TASK REQUIREMENTS ->
All of the data should be restated word for word, with the pictures omitted.
-------- DATA SHOWN
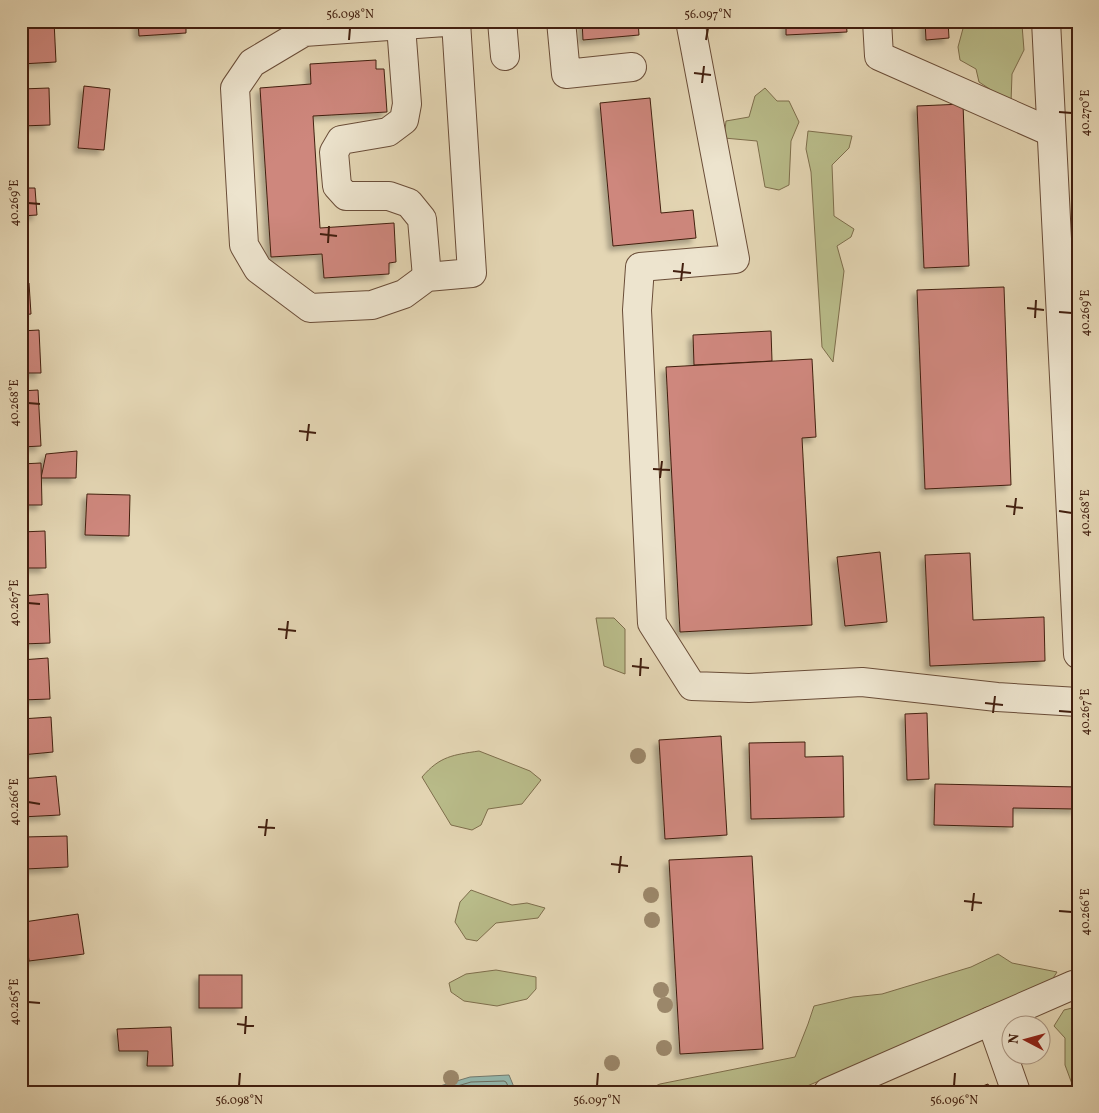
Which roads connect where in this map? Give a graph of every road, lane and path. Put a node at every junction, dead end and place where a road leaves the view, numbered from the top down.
1 (502, 21) edge
2 (561, 21) edge
3 (690, 21) edge
4 (877, 21) edge
5 (1046, 21) edge
6 (458, 22) edge
7 (401, 26) junction
8 (504, 56) dead end
9 (632, 67) dead end
10 (1051, 132) junction
11 (427, 278) junction
12 (1072, 431) edge
13 (1078, 654) edge
14 (1078, 702) edge
15 (1078, 985) edge
16 (992, 1021) junction
17 (828, 1092) edge
18 (1016, 1092) edge

1 - 8 street
2 - 9 street
3 - 14 street
4 - 10 street
5 - 10 street
6 - 7 street
6 - 11 street
7 - 11 street
7 - 11 street
10 - 12 street
12 - 13 street
15 - 16 street
16 - 17 street
16 - 18 street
----------------
EXERCISE RESULT ->
Which roads connect where in this map? Give a graph of every road, lane and path. Put a node at every junction, dead end and place where a road leaves the view, numbered from the top down.
1 (502, 21) edge
2 (561, 21) edge
3 (690, 21) edge
4 (877, 21) edge
5 (1046, 21) edge
6 (458, 22) edge
7 (401, 26) junction
8 (504, 56) dead end
9 (632, 67) dead end
10 (1051, 132) junction
11 (427, 278) junction
12 (1072, 431) edge
13 (1078, 654) edge
14 (1078, 702) edge
15 (1078, 985) edge
16 (992, 1021) junction
17 (828, 1092) edge
18 (1016, 1092) edge

1 - 8 street
2 - 9 street
3 - 14 street
4 - 10 street
5 - 10 street
6 - 7 street
6 - 11 street
7 - 11 street
7 - 11 street
10 - 12 street
12 - 13 street
15 - 16 street
16 - 17 street
16 - 18 street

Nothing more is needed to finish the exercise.